Agreed, I put it into 'core' as a utility class but this could be made a 
lot simpler by providing a standalone application.

> I don't understand the configuration part. Do you want to have  
> something flexible enough that simple configuration would allow to  
> switch from one database scheme to another one? This would probably be  
> over-engineered. We don't "switch" from one configuration to another  
> one, but users may need to set up way to connect to their database,  
> and then they will stick on it for a few years (space industry is  
> really conservative). 
The configuration part is definitely not as complex as it appears to be.
I don't want to switch from one database scheme to another but I thought it
had to be possible to plug into an existing database scheme or at least let
the user choose the scheme that was going to be used. My design does _not_
support a user switching from scheme 1 to scheme 2 without doing manual database

> So if "configuration" is "develop specific code  
> that implements a general interface", it's OK with us. 
Yes, it is exactly that. I aim to provide default implementations to get a user
up and running ASAP but allow overriding in the form of user specific implementations
of the new interfaces.

> If  configuration is "write an XML/JSON/TXT file that describes the scheme  
> and will be loaded automatically by a magic class that understand  
> everything possible", then it's probably too complicated (and hackish  
> as you write). 
I'm definitely not capable enough to program such a beast, the JPA developers
already did this in the form of 'orm.xml' and I am not a fan.

> Currently, when users need to have a specific loader,  
> they develop it. We provide a set of current ones that meets general  
> needs and use canonical files as they are provided by laboratories  
> (IERS, JPL, ...). When specific ground systems prefer to use their own  
> format, they simply develop code for that, they don't "configure" a  
> general reader.
It seems that I did not explain the configuration enough in my report.
'Configuration' for me meant exactly what you said, implementing an interface or
subclassing an existing class. 
In the case of JPA however, implementing this interface would be rather hackish
itself. To define your own fields in JPA you have to provide either an 'orm.xml'
mapping file or include annotations on a JPA @Entity enabled class.

> So I would suggest to simplify a little the design.
Assuming the requirements are correct I am not sure of what should be simplified.
But if a user should:
  (1) Only be able to point to his database and let Orekit load
from it, it would be a lot easier than having to design something that enables
the configuration (through implementation) of the corresponding scheme, i.e.,
table and field names.
  (2) Not be able to choose or write his own persistence provider, e.g.,
JPA, JDBC or something custom, we can drop the module layout and provide just 
JDBC in the core.

> As per testing, try to select a simple reasonable goal.

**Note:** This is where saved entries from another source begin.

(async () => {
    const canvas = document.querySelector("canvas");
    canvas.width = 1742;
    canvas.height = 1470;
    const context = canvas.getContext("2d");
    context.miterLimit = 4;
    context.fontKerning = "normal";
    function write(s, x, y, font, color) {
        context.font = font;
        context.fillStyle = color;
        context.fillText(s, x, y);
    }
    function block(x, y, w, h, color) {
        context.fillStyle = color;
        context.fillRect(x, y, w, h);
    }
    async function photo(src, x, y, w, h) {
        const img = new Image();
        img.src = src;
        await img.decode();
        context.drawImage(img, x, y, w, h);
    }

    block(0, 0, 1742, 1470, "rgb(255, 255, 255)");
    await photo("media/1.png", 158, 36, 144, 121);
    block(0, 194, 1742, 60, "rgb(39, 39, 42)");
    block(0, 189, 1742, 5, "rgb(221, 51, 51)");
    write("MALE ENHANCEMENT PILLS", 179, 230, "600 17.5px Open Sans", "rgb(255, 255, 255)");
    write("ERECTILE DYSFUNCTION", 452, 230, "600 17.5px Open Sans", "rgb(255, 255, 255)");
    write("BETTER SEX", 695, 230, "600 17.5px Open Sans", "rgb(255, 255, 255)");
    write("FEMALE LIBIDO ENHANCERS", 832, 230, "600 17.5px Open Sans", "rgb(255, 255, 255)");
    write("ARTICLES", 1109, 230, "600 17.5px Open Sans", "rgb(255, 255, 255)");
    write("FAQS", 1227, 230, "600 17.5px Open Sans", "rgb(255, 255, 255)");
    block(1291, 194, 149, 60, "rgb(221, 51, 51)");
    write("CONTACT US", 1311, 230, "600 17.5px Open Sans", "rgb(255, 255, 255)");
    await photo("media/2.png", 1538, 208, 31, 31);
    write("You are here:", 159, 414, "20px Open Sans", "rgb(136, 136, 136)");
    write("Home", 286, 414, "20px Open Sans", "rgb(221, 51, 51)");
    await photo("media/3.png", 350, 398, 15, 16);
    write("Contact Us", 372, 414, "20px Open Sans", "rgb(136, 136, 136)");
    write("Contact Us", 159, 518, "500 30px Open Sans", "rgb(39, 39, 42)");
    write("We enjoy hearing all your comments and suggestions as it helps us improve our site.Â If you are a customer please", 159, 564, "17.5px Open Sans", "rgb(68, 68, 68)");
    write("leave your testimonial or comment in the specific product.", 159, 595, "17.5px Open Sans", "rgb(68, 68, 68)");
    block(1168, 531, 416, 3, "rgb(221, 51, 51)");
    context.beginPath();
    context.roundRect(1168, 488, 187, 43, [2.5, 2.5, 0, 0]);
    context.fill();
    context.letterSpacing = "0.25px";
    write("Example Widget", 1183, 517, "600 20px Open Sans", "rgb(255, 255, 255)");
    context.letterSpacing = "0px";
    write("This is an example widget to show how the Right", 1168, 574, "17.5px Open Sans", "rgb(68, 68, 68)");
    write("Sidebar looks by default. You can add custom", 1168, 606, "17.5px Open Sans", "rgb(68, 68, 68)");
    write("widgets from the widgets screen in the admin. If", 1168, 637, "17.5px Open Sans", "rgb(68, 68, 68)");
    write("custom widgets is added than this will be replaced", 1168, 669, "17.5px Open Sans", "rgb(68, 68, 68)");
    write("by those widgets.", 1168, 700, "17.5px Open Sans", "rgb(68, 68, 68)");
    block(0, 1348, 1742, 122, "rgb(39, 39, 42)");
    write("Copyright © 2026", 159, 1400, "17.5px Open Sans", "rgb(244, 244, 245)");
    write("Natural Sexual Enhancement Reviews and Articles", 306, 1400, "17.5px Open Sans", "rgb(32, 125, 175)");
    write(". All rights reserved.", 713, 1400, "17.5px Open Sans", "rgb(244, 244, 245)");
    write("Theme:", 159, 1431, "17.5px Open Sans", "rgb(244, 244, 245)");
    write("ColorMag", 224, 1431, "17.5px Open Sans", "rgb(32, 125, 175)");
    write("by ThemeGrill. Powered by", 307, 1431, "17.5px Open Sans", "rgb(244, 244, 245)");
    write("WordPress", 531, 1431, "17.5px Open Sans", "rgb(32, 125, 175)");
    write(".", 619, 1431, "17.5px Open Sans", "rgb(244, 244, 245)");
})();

It's OK to use  
> one implementation (in-memory if you want) and avoid developping yet  
> another layer to isolate everything from implementation.
This layer is already in place with the current design, though I am a fan of not
spending 90% of the development time on unit tests ;)!

Luc, to make sure I understand the requirements properly could you correct 
my scenario or provide one yourself? 


> I read through your report, and you might want to look at mockito [1]
> (if you haven't already) to help create mocks for testing. I've used it
> writing unit tests for other projects and it makes it easier to test a
> single class at at time. I've even used it to track down a few bugs in
> Orekit itself. Though Orekit only has JUnit as a test dependency, you
> could add mockit as a test dependency to the new maven projects you create.
Thanks for the reference Evan! I am aware of mockito and have used it several
times before to reduce mocking implementations to a bare minimum, I will definitely
use it in Orekit if mocking proves to be a useful testing tool for the database

Thanks everyone for the feedback and my apologies for the wall of text!